● AIM OF THE EXERCISE: Whenever a line of the listing contains the string "labels", return that line.

● MATERIAL PROVIDED:
════

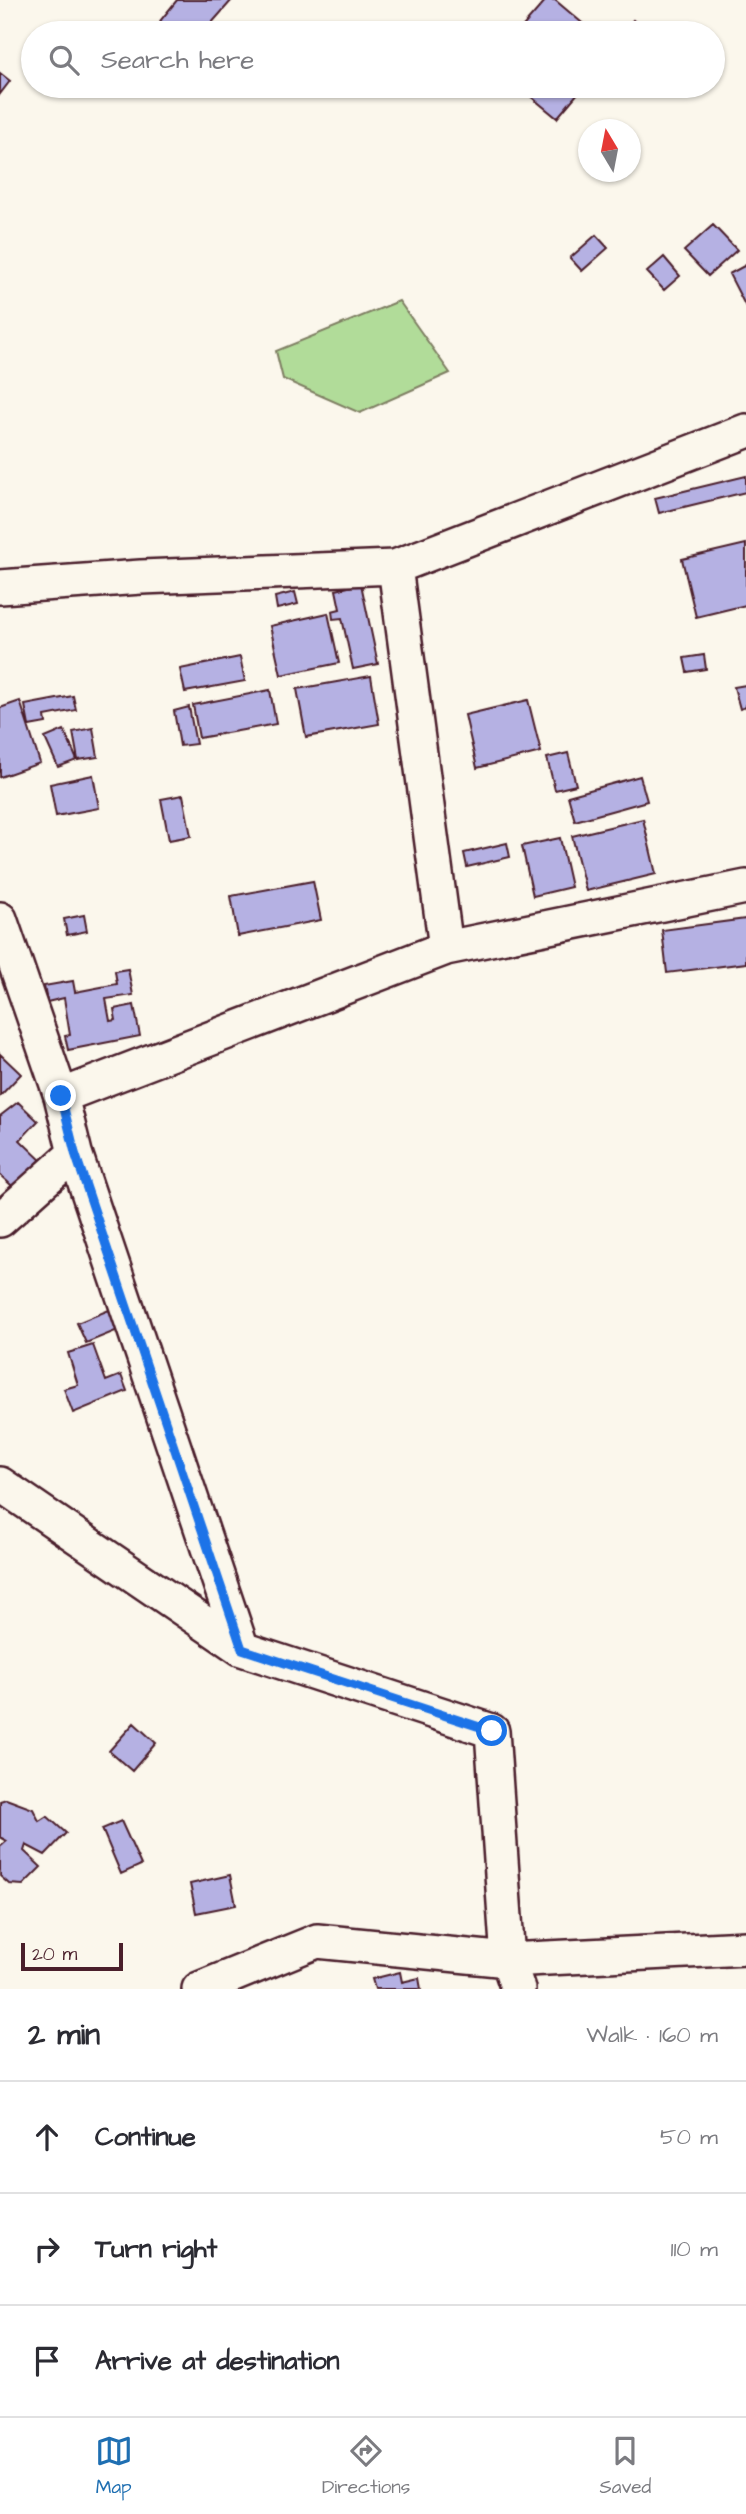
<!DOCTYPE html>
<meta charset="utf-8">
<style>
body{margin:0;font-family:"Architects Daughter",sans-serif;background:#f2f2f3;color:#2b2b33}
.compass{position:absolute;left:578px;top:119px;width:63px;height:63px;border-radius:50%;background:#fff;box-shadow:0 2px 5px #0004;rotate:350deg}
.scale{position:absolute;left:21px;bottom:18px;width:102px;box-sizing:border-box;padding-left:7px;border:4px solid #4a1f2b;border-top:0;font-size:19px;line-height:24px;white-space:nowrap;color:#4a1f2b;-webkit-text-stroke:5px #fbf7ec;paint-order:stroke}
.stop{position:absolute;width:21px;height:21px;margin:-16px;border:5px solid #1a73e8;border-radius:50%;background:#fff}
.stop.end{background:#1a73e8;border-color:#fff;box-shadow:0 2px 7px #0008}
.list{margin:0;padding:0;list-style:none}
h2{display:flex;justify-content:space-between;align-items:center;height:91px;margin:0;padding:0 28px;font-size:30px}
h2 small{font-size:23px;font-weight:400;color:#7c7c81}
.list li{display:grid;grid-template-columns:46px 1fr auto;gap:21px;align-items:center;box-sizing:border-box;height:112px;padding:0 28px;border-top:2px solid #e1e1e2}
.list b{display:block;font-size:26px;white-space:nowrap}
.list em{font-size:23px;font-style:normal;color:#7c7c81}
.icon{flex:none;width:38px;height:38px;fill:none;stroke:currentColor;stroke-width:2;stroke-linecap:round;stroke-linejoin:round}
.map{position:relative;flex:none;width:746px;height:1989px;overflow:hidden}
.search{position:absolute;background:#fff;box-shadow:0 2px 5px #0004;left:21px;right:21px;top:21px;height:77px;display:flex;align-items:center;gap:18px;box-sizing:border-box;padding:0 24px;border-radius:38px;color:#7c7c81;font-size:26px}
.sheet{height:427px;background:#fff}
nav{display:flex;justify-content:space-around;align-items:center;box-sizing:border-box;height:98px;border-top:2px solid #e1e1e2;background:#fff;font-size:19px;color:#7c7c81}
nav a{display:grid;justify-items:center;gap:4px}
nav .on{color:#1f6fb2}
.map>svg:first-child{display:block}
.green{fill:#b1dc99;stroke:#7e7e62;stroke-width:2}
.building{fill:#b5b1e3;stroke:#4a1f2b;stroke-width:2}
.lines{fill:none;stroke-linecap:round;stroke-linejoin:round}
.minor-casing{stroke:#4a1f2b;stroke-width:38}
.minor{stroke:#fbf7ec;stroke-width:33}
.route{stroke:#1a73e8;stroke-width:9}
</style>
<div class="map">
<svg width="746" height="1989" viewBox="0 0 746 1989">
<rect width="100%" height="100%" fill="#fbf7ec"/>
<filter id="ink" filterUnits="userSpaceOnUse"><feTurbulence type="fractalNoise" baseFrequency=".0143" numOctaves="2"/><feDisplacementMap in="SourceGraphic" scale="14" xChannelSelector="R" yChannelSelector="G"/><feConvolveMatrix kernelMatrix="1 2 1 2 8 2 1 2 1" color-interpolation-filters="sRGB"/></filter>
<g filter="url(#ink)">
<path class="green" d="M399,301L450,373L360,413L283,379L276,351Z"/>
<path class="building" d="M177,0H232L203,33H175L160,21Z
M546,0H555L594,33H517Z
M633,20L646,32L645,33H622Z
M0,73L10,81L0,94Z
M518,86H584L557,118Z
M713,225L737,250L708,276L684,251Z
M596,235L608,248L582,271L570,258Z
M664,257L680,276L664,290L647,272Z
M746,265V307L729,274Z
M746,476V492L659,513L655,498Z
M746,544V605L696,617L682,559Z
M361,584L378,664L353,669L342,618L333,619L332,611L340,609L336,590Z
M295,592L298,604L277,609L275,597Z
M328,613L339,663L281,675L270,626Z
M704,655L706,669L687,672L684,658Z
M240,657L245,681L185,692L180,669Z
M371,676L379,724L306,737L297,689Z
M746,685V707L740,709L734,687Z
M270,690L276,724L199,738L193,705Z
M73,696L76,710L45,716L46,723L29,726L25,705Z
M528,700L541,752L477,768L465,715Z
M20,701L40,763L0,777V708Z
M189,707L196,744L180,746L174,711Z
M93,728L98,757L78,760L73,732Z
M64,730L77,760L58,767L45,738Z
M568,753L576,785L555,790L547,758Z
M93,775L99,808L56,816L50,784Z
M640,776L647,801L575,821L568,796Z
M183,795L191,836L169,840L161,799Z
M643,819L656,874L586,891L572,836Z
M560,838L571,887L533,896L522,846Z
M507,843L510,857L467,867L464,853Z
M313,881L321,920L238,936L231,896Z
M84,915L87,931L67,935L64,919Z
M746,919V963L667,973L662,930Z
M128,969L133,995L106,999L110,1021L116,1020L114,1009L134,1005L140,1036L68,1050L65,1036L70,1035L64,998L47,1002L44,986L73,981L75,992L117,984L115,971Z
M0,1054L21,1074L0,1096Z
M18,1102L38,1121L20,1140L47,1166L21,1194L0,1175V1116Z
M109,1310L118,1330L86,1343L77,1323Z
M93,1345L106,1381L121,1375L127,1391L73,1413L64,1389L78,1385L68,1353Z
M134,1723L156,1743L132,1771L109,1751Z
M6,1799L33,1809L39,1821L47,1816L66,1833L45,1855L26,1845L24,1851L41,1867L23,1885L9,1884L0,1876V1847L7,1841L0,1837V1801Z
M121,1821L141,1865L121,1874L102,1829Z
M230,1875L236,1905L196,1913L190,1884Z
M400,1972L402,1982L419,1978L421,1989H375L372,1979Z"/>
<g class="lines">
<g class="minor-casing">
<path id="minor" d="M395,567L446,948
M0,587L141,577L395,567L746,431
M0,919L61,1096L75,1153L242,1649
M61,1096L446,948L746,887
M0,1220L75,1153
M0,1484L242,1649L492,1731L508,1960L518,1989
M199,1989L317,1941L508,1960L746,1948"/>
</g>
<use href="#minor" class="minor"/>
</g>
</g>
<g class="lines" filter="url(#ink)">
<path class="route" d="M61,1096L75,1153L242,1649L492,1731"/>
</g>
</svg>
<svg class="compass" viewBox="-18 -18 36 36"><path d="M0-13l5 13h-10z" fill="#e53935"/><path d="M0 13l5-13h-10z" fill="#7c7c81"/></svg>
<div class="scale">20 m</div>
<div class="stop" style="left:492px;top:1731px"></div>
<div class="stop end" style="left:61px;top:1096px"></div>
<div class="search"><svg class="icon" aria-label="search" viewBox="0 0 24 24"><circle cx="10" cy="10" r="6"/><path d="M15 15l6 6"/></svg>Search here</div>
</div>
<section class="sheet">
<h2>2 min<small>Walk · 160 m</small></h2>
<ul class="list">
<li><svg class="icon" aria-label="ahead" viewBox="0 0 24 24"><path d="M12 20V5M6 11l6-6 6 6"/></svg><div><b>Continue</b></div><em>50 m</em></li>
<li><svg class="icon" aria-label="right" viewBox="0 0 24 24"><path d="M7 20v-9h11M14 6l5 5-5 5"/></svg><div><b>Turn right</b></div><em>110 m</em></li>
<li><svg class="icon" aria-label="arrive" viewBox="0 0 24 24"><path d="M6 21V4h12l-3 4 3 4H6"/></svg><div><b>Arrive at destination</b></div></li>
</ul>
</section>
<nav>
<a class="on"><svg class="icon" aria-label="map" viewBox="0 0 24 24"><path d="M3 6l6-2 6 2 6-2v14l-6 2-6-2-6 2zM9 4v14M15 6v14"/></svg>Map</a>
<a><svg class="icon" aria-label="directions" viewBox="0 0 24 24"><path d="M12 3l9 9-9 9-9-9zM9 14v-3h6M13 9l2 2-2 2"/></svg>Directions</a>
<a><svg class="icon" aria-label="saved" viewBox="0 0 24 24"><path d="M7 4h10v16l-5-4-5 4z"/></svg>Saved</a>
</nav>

════

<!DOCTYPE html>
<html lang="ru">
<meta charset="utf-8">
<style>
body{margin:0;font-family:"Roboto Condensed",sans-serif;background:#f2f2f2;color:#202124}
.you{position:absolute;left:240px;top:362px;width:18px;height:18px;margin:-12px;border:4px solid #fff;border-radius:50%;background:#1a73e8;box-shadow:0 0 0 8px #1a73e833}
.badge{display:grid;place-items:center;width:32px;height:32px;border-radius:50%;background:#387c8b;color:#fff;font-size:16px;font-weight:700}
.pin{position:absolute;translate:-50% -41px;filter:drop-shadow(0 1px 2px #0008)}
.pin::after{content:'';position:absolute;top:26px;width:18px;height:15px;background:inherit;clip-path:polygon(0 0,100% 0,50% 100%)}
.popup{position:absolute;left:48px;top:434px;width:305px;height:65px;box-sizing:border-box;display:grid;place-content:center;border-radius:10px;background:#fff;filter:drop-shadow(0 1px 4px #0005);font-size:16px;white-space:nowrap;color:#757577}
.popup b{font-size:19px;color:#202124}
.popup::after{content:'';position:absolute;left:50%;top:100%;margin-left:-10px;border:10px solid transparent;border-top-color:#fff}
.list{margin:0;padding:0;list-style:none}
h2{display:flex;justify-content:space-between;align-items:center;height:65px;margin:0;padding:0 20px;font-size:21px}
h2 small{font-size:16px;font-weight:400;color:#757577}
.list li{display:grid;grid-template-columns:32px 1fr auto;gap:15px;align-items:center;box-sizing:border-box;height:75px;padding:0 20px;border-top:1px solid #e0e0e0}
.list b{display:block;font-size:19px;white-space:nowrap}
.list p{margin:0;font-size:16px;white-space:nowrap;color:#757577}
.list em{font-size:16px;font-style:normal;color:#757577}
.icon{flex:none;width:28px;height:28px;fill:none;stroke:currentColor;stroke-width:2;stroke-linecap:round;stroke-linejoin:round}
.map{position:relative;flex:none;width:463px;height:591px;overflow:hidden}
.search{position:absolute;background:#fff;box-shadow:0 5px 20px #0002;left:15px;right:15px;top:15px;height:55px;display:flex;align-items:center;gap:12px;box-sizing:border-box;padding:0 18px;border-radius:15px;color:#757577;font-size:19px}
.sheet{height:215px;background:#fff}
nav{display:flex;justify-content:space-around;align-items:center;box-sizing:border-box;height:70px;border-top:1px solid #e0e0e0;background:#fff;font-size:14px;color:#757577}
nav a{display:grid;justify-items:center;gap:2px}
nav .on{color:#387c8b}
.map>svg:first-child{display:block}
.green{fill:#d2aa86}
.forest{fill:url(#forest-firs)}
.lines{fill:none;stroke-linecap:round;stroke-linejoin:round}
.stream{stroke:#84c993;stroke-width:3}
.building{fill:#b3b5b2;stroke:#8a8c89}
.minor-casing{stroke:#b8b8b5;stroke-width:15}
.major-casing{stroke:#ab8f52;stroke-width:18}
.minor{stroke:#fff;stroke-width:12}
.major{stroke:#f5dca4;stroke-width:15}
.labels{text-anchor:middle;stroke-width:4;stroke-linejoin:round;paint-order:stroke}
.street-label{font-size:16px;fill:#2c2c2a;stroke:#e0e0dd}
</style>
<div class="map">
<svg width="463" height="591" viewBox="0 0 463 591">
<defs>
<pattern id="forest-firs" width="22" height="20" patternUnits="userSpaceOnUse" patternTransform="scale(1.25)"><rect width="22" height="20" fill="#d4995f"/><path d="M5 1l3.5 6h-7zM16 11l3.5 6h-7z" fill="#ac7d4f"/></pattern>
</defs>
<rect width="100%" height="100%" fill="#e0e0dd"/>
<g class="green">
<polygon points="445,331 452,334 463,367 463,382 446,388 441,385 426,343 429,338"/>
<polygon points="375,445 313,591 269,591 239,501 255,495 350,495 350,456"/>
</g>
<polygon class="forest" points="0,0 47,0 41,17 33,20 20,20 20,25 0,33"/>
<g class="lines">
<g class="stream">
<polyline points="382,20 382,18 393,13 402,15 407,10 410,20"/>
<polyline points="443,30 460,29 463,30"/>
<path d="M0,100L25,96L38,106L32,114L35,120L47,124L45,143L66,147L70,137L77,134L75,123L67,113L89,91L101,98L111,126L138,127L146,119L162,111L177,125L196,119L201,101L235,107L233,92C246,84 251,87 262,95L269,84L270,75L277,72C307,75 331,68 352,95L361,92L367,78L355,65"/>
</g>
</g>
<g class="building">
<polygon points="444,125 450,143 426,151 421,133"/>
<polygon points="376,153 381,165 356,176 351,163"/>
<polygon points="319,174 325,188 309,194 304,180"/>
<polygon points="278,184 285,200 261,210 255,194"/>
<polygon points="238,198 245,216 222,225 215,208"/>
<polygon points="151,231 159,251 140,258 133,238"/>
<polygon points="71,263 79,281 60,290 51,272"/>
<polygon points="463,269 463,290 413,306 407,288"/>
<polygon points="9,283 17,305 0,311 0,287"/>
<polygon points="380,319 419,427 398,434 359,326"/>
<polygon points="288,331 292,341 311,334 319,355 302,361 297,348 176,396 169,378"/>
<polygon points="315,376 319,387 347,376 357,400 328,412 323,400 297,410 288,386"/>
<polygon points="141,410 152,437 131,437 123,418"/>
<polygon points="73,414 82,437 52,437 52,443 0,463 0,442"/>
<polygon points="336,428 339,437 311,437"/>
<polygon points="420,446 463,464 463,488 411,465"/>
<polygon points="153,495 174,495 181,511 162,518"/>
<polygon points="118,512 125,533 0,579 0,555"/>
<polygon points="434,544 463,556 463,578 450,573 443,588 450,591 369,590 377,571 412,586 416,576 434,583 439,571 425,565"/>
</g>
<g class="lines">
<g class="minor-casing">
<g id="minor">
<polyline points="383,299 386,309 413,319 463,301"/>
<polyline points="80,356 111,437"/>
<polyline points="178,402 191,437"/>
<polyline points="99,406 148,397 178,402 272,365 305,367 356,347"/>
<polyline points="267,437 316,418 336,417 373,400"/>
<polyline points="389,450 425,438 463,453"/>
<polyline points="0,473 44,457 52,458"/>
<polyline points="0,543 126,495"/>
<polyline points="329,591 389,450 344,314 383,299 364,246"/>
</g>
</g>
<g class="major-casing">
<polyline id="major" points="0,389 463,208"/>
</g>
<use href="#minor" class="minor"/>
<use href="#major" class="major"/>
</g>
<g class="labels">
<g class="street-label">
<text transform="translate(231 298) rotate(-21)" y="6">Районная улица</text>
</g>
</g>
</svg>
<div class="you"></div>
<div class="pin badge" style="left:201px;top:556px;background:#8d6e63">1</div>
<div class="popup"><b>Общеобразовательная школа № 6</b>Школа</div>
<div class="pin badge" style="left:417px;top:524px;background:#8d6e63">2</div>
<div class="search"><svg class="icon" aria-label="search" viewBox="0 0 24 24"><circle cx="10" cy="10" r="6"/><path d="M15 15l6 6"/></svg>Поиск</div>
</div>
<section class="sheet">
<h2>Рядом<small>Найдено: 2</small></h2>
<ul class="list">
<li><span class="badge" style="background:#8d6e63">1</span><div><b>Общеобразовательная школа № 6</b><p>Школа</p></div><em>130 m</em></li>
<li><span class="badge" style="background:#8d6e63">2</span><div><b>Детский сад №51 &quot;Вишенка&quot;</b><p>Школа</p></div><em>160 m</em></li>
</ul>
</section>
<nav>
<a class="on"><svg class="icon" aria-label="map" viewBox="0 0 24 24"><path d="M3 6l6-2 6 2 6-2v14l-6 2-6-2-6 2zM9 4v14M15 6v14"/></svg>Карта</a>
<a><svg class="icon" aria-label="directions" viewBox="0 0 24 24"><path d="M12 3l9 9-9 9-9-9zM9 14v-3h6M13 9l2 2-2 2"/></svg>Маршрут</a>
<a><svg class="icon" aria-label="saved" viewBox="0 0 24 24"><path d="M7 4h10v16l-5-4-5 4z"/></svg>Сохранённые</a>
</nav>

════

● OUTPUT FOR THIS TASK:
.labels{text-anchor:middle;stroke-width:4;stroke-linejoin:round;paint-order:stroke}
<g class="labels">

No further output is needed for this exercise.